Field of the Invention

The present invention relates to continual learning using a deep neural network.

Background Art

Deep neural networks are normally required to learn multiple tasks sequentially and are exposed to non-stationary data distributions. Throughout their lifespan, such systems need to acquire new skills without compromising the previously learned knowledge. However, continual learning (CL) over multiple tasks violates the i.i.d (independent and identically distributed) assumption on the underlying data leading to overfitting on the current task and catastrophic forgetting [1, 2, 4] of previous tasks. Such catastrophic forgetting occurs due to what is known as the ‘stability-plasticity dilemma’. That is to say, the extent to which a system must be stable to retain consolidated knowledge and plastic to assimilate novel information [9] mean that stable systems tend to have difficulty or even a general inability to learn new tasks, whereas plastic systems learn new tasks at the expense of known tasks and thus ‘forget’ old tasks.

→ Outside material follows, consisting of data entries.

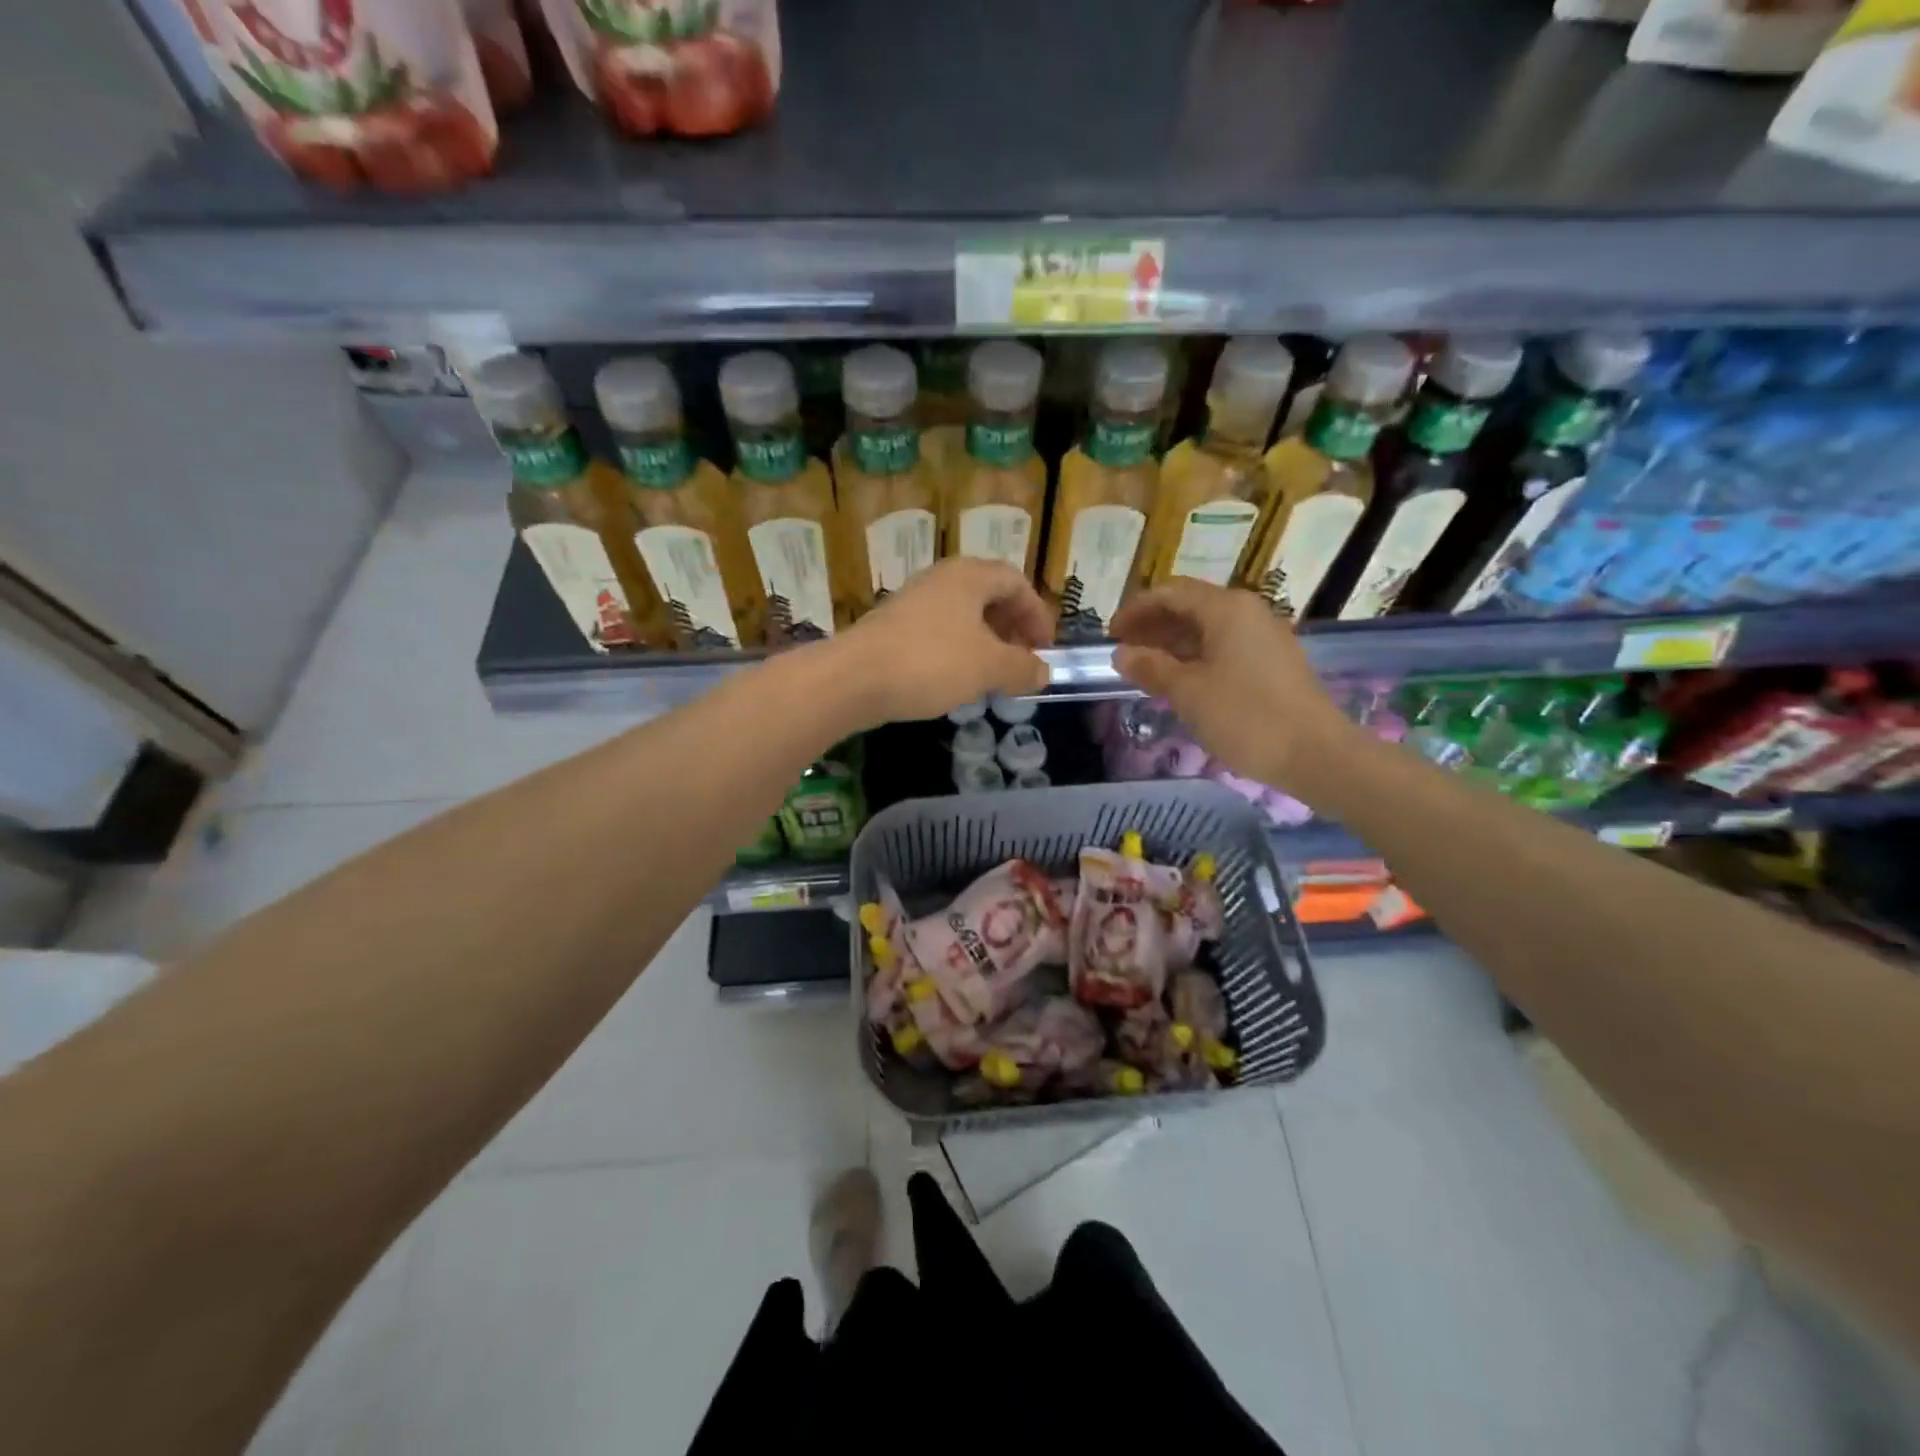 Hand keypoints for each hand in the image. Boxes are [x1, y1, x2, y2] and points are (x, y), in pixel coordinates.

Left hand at [822, 558, 1053, 725]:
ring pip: (962, 615)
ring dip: (985, 641)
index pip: (1016, 582)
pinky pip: (938, 631)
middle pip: (988, 595)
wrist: (853, 678)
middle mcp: (941, 579)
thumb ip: (1022, 668)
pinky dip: (958, 650)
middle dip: (1011, 627)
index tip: (1044, 648)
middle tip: (1021, 660)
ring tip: (993, 674)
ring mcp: (913, 601)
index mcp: (969, 576)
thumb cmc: (930, 663)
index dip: (1037, 613)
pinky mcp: (893, 626)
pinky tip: (956, 680)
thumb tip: (1042, 672)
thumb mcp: (988, 668)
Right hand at [1109, 580, 1354, 792]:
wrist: (1317, 755)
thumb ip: (1151, 667)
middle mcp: (1247, 612)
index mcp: (1226, 609)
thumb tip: (1121, 654)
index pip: (1170, 593)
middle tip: (1123, 652)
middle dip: (1152, 625)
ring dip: (1172, 644)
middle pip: (1190, 606)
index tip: (1110, 634)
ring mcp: (1263, 637)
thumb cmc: (1246, 717)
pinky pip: (1224, 647)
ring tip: (1143, 669)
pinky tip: (1178, 681)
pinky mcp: (1272, 662)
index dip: (1136, 609)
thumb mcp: (1188, 693)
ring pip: (1207, 629)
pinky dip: (1195, 657)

As a consequence of such forgetting, the performance on previous tasks often drops significantly, in the worst case, the previously learned information is completely overwritten by the new one [1], making such loss of task performance fairly catastrophic indeed. That is to say, the definition of catastrophic forgetting is the significant loss of task performance by a neural network, rendering said neural network unsuitable for the reliable performance of the effected task or tasks. To partially prevent catastrophic forgetting can further be understood to reduce the effects or incidence of catastrophic forgetting in continual learning. The problem of catastrophic forgetting manifests in various domains including continual learning, multitask learning, and supervised learning under domain shift. On the other hand, humans appear to excel at continual learning by incrementally acquiring, consolidating and transferring knowledge across multitude of tasks [6]. Although forgetting in humans does occur, learning novel information rarely results in any catastrophic forgetting of consolidated knowledge [2], and thus the inability to perform previously known skills. Continual learning in humans is governed by relatively rich set of neurophysiological processes which harbor different types of representation spaces and conscious processing integrates them in a coherent way. To explain the continual learning ability in humans several Global Workspace Theory (GWT) has been posited. GWT puts forward that one such knowledge space is a common representation space of fixed capacity from which the information is selected, maintained, and shared with the rest of the human brain.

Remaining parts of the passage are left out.